Unnamed: 0,cve_id,description
0,CVE-2024-29195,The azure-c-shared-utility is a C library for ...
1,CVE-2024-29055,Microsoft Defender for IoT Elevation of Privil...
2,CVE-2024-29054,Microsoft Defender for IoT Elevation of Privil...
3,CVE-2024-29053,Microsoft Defender for IoT Remote Code Executi...
4,CVE-2024-21324,Microsoft Defender for IoT Elevation of Privil...


## Communicating with NVD's API
According to the documentation (https://nvdlib.com/en/latest/v1/v1.html), NVD's API is rate-limited for both calls without and with an API key. Every CVE ID we look up will at the bare minimum take $0.6$ seconds because of this rate-limiting, so looping through ~$260,000$+ CVEs—which at the very least take $43$ hours—is obviously impractical, which is why we're importing MITRE's IoT CVEs (since they form the backbone of the rest of the data in our master copy)—which has just $1088$ CVEs and will therefore only take around $11$ minutes. The first call is a glimpse at the structure of the API's response. In it, we see exactly the keys we need to retrieve from the JSON (`"published"` and `"baseScore"`).

In [3]:
# Load environment variables from .env file
env()

# Access the API key from environment variables
key = os.getenv('NVD_API_KEY')

base_url = 'https://services.nvd.nist.gov/rest/json/cves/2.0'

# Formulating the API request
headers = {
    'apiKey': key
}

# Example request to see how the data is returned
#query = f'{base_url}?cveId=CVE-2024-29195'

# Call the API
#response = requests.get(query, headers=headers)

# Parse the JSON response
#cve_data = response.json()

# Pretty print the response to make it easier to inspect
#print(json.dumps(cve_data, indent=4))

In [6]:
# Function to retrieve CVE details from NVD's API
def fetch_cve_data(cve):
    query = f'{base_url}?cveId={cve}'
    try:
        response = requests.get(query, headers=headers)
        if response.status_code == 200:
            cve_data = response.json()

            vulnerabilities = cve_data.get('vulnerabilities', [])
            if vulnerabilities:
                cve_item = vulnerabilities[0].get('cve', {})
                # Extract the info
                cve_id = cve_item.get('id', None)
                date_known = cve_item.get('published', None)
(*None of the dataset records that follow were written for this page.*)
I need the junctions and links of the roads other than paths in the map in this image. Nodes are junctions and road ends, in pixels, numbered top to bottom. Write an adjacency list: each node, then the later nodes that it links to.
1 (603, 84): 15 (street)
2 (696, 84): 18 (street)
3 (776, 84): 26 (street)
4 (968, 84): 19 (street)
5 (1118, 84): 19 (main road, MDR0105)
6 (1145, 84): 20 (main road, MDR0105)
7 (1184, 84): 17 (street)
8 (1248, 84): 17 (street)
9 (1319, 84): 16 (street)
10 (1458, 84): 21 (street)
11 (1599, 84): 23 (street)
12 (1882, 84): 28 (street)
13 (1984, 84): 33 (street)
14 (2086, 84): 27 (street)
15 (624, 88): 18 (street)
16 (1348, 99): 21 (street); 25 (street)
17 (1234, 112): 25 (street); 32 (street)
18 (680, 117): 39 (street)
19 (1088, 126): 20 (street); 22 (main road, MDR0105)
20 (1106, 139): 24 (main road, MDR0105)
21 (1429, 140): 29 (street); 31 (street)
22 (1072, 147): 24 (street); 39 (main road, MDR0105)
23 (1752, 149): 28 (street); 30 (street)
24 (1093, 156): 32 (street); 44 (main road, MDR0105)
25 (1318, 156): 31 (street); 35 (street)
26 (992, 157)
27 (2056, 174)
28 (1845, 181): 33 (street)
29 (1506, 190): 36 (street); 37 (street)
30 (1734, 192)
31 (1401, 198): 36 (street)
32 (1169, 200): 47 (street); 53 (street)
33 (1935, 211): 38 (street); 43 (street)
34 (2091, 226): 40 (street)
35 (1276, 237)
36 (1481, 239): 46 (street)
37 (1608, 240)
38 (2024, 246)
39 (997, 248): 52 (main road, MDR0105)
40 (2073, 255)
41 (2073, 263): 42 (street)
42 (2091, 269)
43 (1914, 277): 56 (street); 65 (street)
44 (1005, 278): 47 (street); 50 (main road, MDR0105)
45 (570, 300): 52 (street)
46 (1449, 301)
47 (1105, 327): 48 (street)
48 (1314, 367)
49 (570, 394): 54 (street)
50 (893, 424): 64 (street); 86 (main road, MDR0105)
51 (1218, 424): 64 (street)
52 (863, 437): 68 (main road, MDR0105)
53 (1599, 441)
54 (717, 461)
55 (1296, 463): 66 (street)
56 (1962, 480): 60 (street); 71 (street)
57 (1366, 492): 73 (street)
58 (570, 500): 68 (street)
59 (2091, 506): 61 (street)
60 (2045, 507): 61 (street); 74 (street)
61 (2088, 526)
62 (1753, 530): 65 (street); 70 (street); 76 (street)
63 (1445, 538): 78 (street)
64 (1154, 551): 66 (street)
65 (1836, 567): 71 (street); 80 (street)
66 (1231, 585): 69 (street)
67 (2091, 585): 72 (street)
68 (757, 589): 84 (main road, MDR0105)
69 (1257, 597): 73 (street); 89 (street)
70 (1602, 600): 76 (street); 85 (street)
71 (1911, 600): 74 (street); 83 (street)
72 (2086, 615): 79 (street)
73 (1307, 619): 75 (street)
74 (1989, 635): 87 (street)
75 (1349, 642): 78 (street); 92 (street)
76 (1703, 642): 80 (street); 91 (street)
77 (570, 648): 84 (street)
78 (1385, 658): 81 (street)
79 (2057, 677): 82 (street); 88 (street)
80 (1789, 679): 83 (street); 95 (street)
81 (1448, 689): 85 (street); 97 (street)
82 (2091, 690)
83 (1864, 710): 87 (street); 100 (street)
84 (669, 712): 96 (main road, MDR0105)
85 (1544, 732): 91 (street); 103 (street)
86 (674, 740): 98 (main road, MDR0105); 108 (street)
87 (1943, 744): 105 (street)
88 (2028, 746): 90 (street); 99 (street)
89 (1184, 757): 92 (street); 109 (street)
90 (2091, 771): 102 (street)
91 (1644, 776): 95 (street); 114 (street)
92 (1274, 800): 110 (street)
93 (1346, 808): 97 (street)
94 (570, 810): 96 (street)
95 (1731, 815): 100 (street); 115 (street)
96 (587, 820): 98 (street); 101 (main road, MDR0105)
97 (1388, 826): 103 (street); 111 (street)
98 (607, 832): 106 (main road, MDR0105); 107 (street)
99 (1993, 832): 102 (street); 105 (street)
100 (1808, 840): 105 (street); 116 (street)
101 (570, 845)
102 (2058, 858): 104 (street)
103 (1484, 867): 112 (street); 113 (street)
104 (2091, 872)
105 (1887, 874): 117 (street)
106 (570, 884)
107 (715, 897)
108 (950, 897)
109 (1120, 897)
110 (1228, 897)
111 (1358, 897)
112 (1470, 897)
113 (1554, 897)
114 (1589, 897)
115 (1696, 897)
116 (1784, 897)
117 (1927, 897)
                cvss = None
                version = None
                metrics = cve_item.get('metrics', {})
                # print(json.dumps(metrics, indent=4))

                # Check for CVSS v3.1
                if 'cvssMetricV31' in metrics:
                    cvss = metrics['cvssMetricV31'][0]['cvssData'].get('baseScore', None)
                    version = metrics['cvssMetricV31'][0]['cvssData'].get('version', None)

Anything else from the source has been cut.